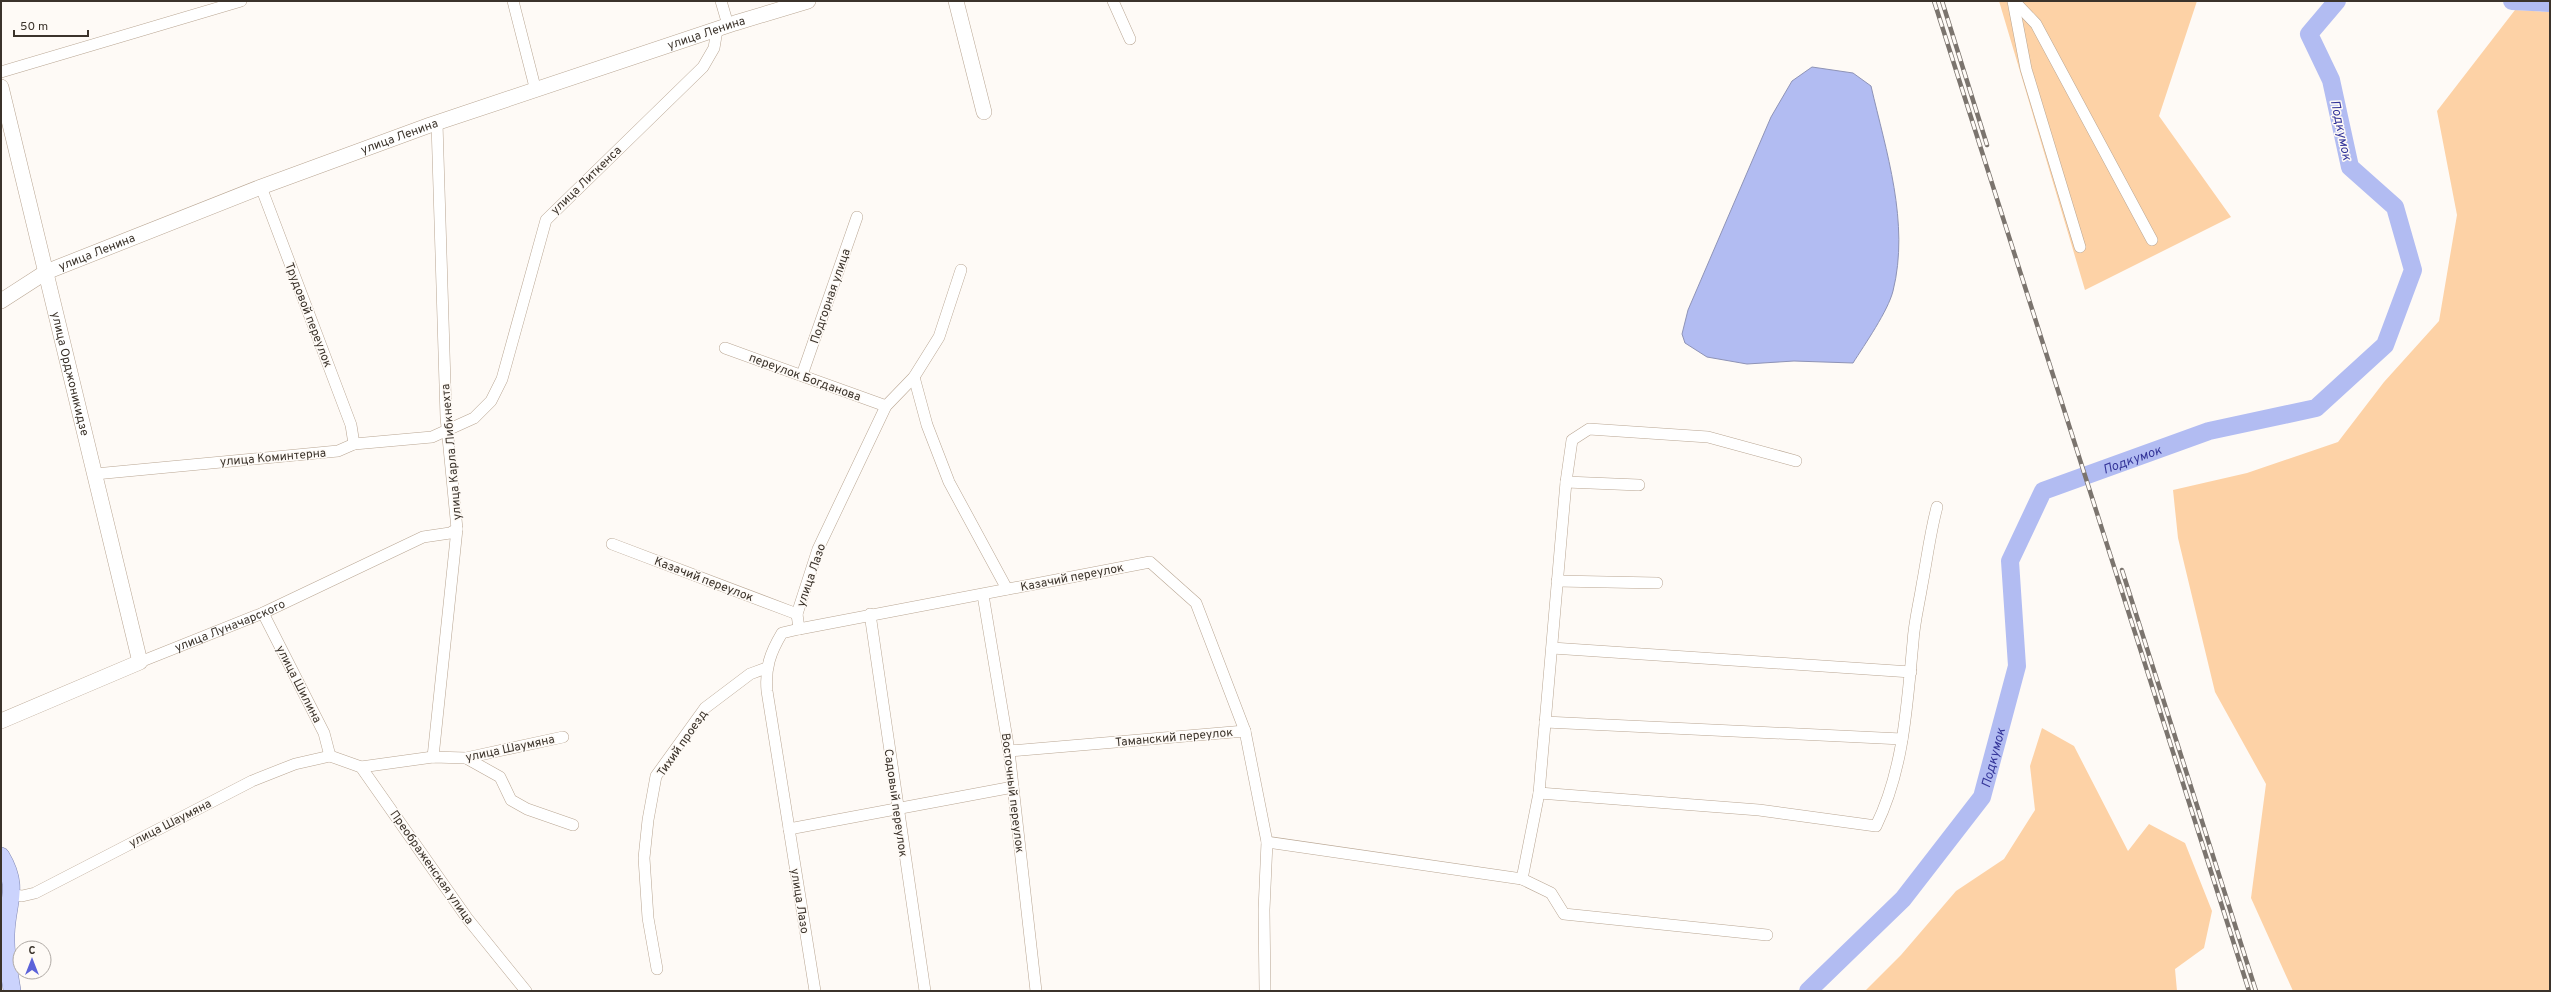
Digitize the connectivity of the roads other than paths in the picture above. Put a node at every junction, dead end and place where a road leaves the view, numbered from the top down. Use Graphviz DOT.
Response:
graph roads {
  1 [pos="242,1"];
  2 [pos="513,1"];
  3 [pos="721,1"];
  4 [pos="808,1"];
  5 [pos="956,1"];
  6 [pos="1113,1"];
  7 [pos="2014,1"];
  8 [pos="722,28"];
  9 [pos="1130,39"];
  10 [pos="1,72"];
  11 [pos="1,86"];
  12 [pos="536,91"];
  13 [pos="984,112"];
  14 [pos="438,123"];
  15 [pos="261,187"];
  16 [pos="857,217"];
  17 [pos="2152,240"];
  18 [pos="2080,247"];
  19 [pos="961,270"];
  20 [pos="46,272"];
  21 [pos="1,300"];
  22 [pos="725,348"];
  23 [pos="802,376"];
  24 [pos="914,377"];
  25 [pos="886,406"];
  26 [pos="448,430"];
  27 [pos="354,444"];
  28 [pos="1796,460"];
  29 [pos="95,474"];
  30 [pos="1566,482"];
  31 [pos="1639,485"];
  32 [pos="1937,507"];
  33 [pos="457,529"];
  34 [pos="612,544"];
  35 [pos="1557,581"];
  36 [pos="1657,582"];
  37 [pos="1007,589"];
  38 [pos="983,595"];
  39 [pos="264,613"];
  40 [pos="797,614"];
  41 [pos="870,614"];
  42 [pos="799,628"];
  43 [pos="1552,648"];
  44 [pos="140,662"];
  45 [pos="766,668"];
  46 [pos="1911,672"];
  47 [pos="1,721"];
  48 [pos="1545,722"];
  49 [pos="1245,731"];
  50 [pos="563,737"];
  51 [pos="1902,739"];
  52 [pos="1009,752"];
  53 [pos="330,756"];
  54 [pos="434,757"];
  55 [pos="466,758"];
  56 [pos="361,767"];
  57 [pos="1013,787"];
  58 [pos="1539,793"];
  59 [pos="897,809"];
  60 [pos="573,825"];
  61 [pos="789,828"];
  62 [pos="1267,842"];
  63 [pos="1,856"];
  64 [pos="1522,879"];
  65 [pos="13,896"];
  66 [pos="1767,935"];
  67 [pos="657,969"];
  68 [pos="1,972"];
  69 [pos="12,990"];
  70 [pos="526,991"];
  71 [pos="814,991"];
  72 [pos="924,991"];
  73 [pos="1036,991"];
  74 [pos="1265,991"];
  1 -- 10 [label="street"];
  2 -- 12 [label="street"];
  3 -- 8 [label="street"];
  4 -- 8 [label="street, улица Ленина"];
  5 -- 13 [label="street"];
  6 -- 9 [label="street"];
  7 -- 17 [label="street"];
  7 -- 18 [label="street"];
  8 -- 12 [label="street, улица Ленина"];
  8 -- 26 [label="street, улица Литкенса"];
  11 -- 20 [label="street, улица Орджоникидзе"];
  12 -- 14 [label="street, улица Ленина"];
  14 -- 15 [label="street, улица Ленина"];
  14 -- 26 [label="street, улица Карла Либкнехта"];
  15 -- 20 [label="street, улица Ленина"];
  15 -- 27 [label="street, Трудовой переулок"];
  16 -- 23 [label="street, Подгорная улица"];
  19 -- 24 [label="street, улица Лазо"];
  20 -- 21 [label="street, улица Ленина"];
  20 -- 29 [label="street, улица Орджоникидзе"];
  22 -- 23 [label="street, переулок Богданова"];
  23 -- 25 [label="street, переулок Богданова"];
  24 -- 25 [label="street, улица Лазо"];
  24 -- 37 [label="street"];
  25 -- 40 [label="street, улица Лазо"];
  26 -- 27 [label="street, улица Коминтерна"];
  26 -- 33 [label="street, улица Карла Либкнехта"];
  27 -- 29 [label="street, улица Коминтерна"];
  28 -- 30 [label="street"];
  29 -- 44 [label="street, улица Орджоникидзе"];
  30 -- 31 [label="street"];
  30 -- 35 [label="street"];
  32 -- 46 [label="street"];
  33 -- 39 [label="street, улица Луначарского"];
  33 -- 54 [label="street, улица Карла Либкнехта"];
  34 -- 40 [label="street, Казачий переулок"];
  35 -- 36 [label="street"];
  35 -- 43 [label="street"];
  37 -- 38 [label="street, Казачий переулок"];
  37 -- 49 [label="street, Казачий переулок"];
  38 -- 41 [label="street, Казачий переулок"];
  38 -- 52 [label="street, Восточный переулок"];
  39 -- 44 [label="street, улица Луначарского"];
  39 -- 53 [label="street, улица Шилина"];
  40 -- 42 [label="street, улица Лазо"];
  41 -- 42 [label="street, Казачий переулок"];
  41 -- 59 [label="street, Садовый переулок"];
  42 -- 45 [label="street, улица Лазо"];
  43 -- 46 [label="street"];
  43 -- 48 [label="street"];
  44 -- 47 [label="street, улица Луначарского"];
  45 -- 61 [label="street, улица Лазо"];
  45 -- 67 [label="street, Тихий проезд"];
  46 -- 51 [label="street"];
  48 -- 51 [label="street"];
  48 -- 58 [label="street"];
  49 -- 52 [label="street, Таманский переулок"];
  49 -- 62 [label="street, Таманский переулок"];
  50 -- 55 [label="street, улица Шаумяна"];
  51 -- 58 [label="street"];
  52 -- 57 [label="street, Восточный переулок"];
  53 -- 56 [label="street"];
  53 -- 65 [label="street, улица Шаумяна"];
  54 -- 55 [label="street, улица Шаумяна"];
  54 -- 56 [label="street, улица Шаумяна"];
  55 -- 60 [label="street"];
  56 -- 70 [label="street, Преображенская улица"];
  57 -- 59 [label="street"];
  57 -- 73 [label="street, Восточный переулок"];
  58 -- 64 [label="street"];
  59 -- 61 [label="street"];
  59 -- 72 [label="street, Садовый переулок"];
  61 -- 71 [label="street, улица Лазо"];
  62 -- 64 [label="street"];
  62 -- 74 [label="street, Таманский переулок"];
  63 -- 65 [label="main road"];
  64 -- 66 [label="street"];
  65 -- 69 [label="main road"];
  68 -- 69 [label="main road"];
}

• [YOUR GOAL] Return the lines of the records that include the string "Казачий".

• [ANSWER FOR THE TASK]
  34 -- 40 [label="street, Казачий переулок"];
  37 -- 38 [label="street, Казачий переулок"];
  37 -- 49 [label="street, Казачий переулок"];
  38 -- 41 [label="street, Казачий переулок"];
  41 -- 42 [label="street, Казачий переулок"];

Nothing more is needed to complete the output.